IN Norma Winstone’s childhood home, in the borough of Bow in London’s tough East End, music mattered a lot.

Her father played piano by ear and loved Fats Waller.

Norma’s mother had a lovely, rich voice while Frank Sinatra was a big family favourite.

“I was seven when I saw Lena Horne perform The Lady and the Tramp in the 1948 film, Words and Music, and I asked mum if I could learn the songs, and that was the start of it,” said Winstone, who performs at this weekend’s Ribble Valley Jazz Festival with jazz super group Norma Winstone and the Printmakers.

“I’d sing at family get-togethers and sometimes the British Legion, but I was very shy and awkward. I didn’t enjoy it one bit.

“I didn’t really have a plan, I just wanted to sing.

“Looking back, I really couldn’t see, as a teenager, how I could get to any point where I could perform professionally.”

Later, though, she sang in the boisterous public houses of Bow, Bermondsey, and Bethnal Green, and was at school with actor Dudley Moore in Dagenham.

“It was a close community in the 1960s, but quite a few pubs featured jazz sessions, they were my formative years in places like The Lilliput pub in Bermondsey.

“It was a hard learning curve. I’d go down and see who was playing, and ask if I could sing.

“I’d improvise and that gave me the confidence and belief.

“I then began to understand how it all worked.”

She recalled Dudley Moore playing the church organ at morning assembly, adding: ‘All the girls were in love with him – including me.

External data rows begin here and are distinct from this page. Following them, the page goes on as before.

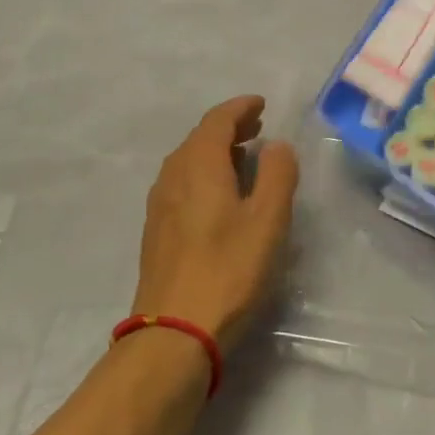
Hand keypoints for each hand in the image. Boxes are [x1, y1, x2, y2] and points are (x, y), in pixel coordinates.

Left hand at [135, 95, 299, 349]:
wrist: (174, 331)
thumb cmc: (228, 269)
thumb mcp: (268, 220)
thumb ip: (278, 175)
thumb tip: (276, 145)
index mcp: (199, 165)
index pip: (217, 120)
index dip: (240, 108)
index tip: (261, 104)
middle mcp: (173, 175)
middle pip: (200, 138)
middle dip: (229, 127)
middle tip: (257, 127)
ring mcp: (160, 204)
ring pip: (188, 161)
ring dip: (216, 151)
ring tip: (245, 158)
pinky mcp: (157, 230)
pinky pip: (182, 183)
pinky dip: (204, 174)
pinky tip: (220, 195)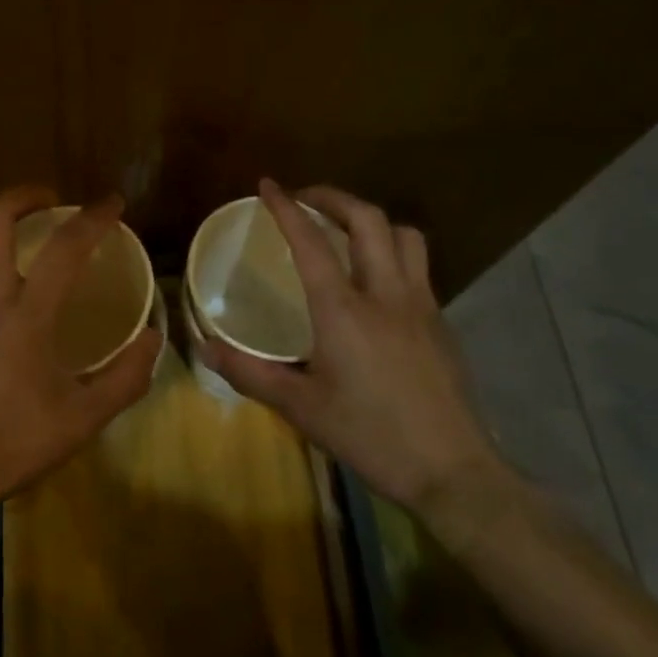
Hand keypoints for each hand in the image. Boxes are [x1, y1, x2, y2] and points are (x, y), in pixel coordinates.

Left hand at [0, 185, 161, 536]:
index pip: (65, 248)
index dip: (93, 217)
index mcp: (26, 317)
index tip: (112, 202)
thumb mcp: (81, 421)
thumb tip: (153, 336)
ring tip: (7, 236)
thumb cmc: (9, 446)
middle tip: (48, 205)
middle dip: (24, 195)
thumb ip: (125, 377)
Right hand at [203, 179, 504, 516]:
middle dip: (333, 197)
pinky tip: (376, 283)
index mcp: (343, 309)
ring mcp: (421, 305)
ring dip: (371, 221)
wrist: (452, 472)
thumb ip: (250, 373)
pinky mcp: (442, 323)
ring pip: (404, 236)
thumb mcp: (301, 408)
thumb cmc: (370, 435)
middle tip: (306, 199)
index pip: (311, 242)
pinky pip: (418, 267)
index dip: (286, 207)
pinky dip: (392, 253)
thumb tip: (204, 347)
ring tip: (345, 230)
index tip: (267, 185)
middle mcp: (386, 294)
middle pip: (367, 220)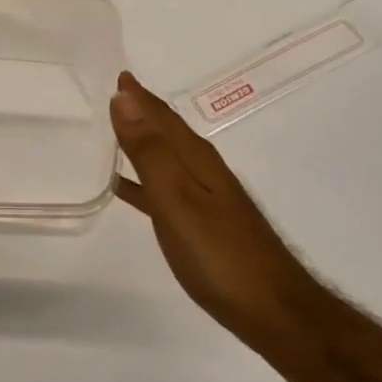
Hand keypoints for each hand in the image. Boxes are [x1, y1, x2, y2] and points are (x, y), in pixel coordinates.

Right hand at [110, 71, 312, 338]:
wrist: (271, 309)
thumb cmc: (219, 255)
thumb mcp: (178, 200)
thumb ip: (150, 152)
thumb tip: (124, 98)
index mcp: (196, 159)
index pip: (161, 116)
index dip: (137, 95)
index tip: (114, 72)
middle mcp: (202, 170)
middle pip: (166, 131)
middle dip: (139, 110)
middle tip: (110, 92)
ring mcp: (204, 197)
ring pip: (165, 156)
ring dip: (140, 140)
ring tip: (111, 130)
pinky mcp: (202, 223)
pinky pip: (163, 187)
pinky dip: (142, 178)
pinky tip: (125, 187)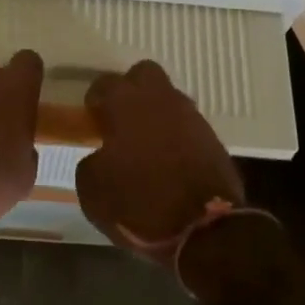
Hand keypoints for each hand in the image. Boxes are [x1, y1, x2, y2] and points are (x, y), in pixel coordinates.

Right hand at [76, 61, 243, 260]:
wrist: (205, 230)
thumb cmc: (139, 204)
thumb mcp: (93, 190)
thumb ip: (91, 162)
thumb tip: (100, 156)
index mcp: (126, 105)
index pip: (106, 82)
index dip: (96, 98)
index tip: (92, 116)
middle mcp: (161, 100)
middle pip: (145, 73)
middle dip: (131, 88)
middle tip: (120, 117)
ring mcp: (191, 117)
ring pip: (169, 98)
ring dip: (155, 112)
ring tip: (145, 142)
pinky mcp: (213, 139)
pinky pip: (187, 124)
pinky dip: (175, 134)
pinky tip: (168, 159)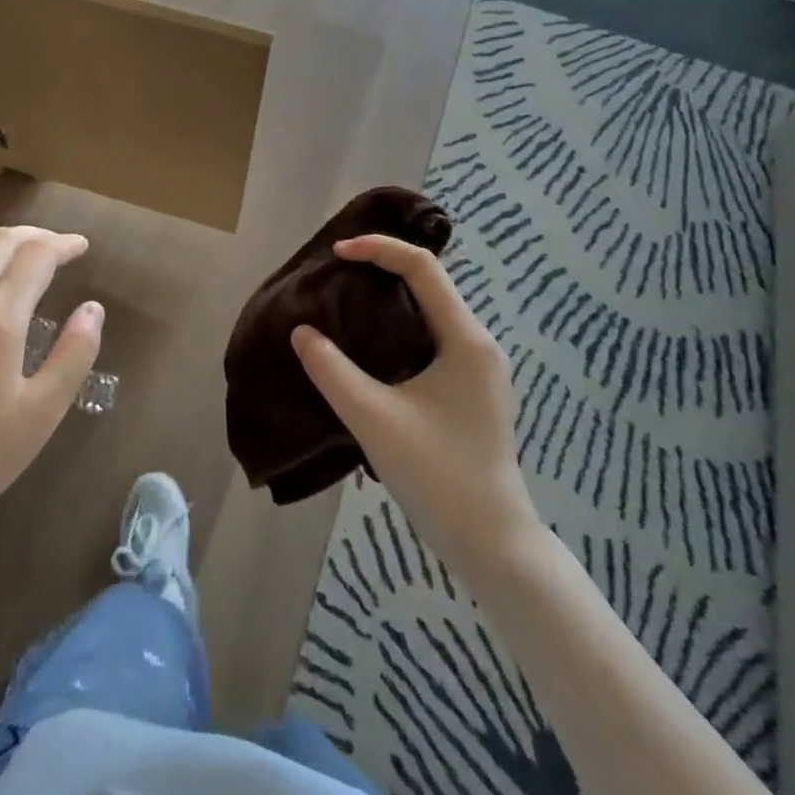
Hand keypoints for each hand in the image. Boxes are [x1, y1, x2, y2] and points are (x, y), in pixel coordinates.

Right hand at [292, 235, 540, 577]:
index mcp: (465, 339)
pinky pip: (432, 335)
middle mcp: (478, 343)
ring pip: (430, 309)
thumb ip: (332, 371)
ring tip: (346, 299)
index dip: (378, 249)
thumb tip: (301, 332)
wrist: (493, 544)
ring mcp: (478, 367)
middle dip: (382, 267)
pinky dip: (399, 324)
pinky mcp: (471, 388)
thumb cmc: (438, 476)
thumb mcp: (374, 419)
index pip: (423, 268)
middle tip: (336, 271)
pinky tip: (370, 343)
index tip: (336, 253)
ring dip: (390, 296)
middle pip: (429, 283)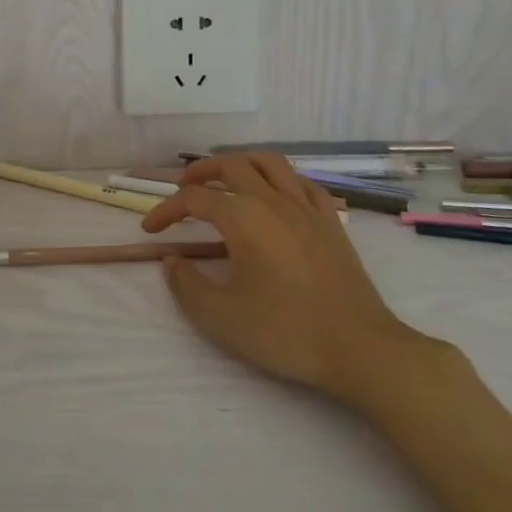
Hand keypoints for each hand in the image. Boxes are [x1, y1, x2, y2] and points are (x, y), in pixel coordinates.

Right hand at [141, 154, 433, 404]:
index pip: (194, 199)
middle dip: (200, 171)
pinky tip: (276, 196)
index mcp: (242, 217)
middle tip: (183, 188)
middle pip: (230, 166)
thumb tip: (172, 262)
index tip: (151, 230)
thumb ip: (186, 285)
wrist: (360, 348)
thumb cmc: (285, 332)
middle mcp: (272, 200)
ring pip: (269, 163)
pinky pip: (303, 183)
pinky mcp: (331, 222)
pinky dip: (281, 180)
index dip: (166, 210)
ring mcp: (306, 208)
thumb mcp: (220, 318)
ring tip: (226, 178)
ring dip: (241, 162)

“I got his autograph, and even when he became very famous he would come back to the school and play that old church organ.”

Winstone, though, quickly graduated to playing with the world’s leading jazz artists - and today she is celebrated as one of Britain’s most admired jazz vocalists.

One of the stars of Gilles Peterson’s Jazz Britannia TV programme, she celebrated her 75th birthday last year, still at the peak of her form, with a stirring concert at the London Jazz Festival.

Winstone, who recorded her first songs for the BBC 50 years ago this month and received the MBE for her services to music, added: “Age is a state of mind, and good music is ageless too.

“I don’t feel any different now than I did when I was 20. Music can bring you joyous moments and sad ones too.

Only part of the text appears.